For fees and insurance revenues, our expectation is for growth between 2.5% and 6.5% in consolidated figures and in Brazil. It's important to highlight here that we did not take into account any additional revenues coming from XP as I mentioned before from January of this year as a result of the spinoff discussed on Slide 4. As for our noninterest expenses, the expectation is for a nominal contraction or growth of 2% both in the consolidated figures and in Brazil. This range was considering the higher investments in technology and in our commercial platforms as we mentioned on the previous slide.

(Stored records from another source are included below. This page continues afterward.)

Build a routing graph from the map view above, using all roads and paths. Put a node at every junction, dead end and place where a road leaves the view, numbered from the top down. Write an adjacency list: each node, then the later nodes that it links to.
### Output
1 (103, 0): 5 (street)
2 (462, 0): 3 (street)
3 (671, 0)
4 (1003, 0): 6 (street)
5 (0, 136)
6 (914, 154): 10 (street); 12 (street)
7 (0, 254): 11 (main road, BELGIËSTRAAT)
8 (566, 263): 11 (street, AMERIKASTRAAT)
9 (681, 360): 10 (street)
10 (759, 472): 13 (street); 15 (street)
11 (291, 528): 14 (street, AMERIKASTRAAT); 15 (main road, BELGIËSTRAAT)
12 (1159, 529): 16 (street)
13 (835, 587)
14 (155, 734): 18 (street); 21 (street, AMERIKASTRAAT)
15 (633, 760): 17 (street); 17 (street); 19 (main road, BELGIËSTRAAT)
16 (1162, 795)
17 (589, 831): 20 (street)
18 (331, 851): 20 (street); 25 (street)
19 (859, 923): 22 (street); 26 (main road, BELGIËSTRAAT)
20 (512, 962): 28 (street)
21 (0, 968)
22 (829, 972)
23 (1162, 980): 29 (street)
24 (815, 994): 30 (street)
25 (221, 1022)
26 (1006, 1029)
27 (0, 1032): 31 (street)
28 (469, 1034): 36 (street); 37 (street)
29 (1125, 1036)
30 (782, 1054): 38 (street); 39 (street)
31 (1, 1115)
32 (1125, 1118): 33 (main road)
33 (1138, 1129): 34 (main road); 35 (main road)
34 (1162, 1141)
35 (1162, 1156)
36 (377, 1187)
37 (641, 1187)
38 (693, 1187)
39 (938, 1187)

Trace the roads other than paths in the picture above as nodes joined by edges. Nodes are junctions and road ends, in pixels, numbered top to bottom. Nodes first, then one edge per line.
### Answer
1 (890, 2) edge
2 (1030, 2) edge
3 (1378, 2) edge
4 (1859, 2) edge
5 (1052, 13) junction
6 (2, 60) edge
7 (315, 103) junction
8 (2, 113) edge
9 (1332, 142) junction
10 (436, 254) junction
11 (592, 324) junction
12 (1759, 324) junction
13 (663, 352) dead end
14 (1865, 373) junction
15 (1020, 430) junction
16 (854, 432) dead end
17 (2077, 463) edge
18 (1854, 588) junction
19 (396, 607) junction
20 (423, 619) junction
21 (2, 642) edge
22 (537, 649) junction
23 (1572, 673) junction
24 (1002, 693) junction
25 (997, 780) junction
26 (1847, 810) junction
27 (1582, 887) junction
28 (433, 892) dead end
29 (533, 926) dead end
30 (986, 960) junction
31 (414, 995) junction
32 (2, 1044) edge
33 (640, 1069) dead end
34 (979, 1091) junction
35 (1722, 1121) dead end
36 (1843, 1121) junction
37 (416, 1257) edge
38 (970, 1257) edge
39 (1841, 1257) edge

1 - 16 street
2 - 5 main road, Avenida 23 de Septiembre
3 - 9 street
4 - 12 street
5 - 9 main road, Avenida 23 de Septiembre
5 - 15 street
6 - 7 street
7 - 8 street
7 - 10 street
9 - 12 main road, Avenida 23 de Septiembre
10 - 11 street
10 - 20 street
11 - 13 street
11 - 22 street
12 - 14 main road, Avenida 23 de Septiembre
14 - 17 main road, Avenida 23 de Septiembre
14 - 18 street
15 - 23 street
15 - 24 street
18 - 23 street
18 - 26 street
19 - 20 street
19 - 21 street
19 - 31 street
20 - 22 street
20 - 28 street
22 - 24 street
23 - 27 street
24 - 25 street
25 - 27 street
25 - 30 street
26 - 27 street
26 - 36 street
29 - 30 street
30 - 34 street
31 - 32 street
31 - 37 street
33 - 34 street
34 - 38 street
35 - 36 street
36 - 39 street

Finally, the effective income tax and social contribution rates should end the year between 34.5% and 36.5% in the consolidated figures and between 34% and 36% in Brazil. We emphasize here once more that this guidance is based on the macroeconomic scenario that we have just present and any abrupt change in our expectations for the economy may lead to a complete revision of expectations present in the period. With this, I conclude the presentation. And we may start the Q&A session.

Questions & Answers:


Operator

[Operator instructions] Our first question comes from Mario Pierry with Bank of America. Please go ahead.

Mario Pierry -- Bank of America Merrill Lynch -- Analyst

Good morning, everybody. First of all, I wanted to congratulate Candido for all the work that you've done in the last few years and all of the interaction that we had was very enriching for us. And I wanted to wish Milton here good luck on the new role. I have two questions, both to Milton.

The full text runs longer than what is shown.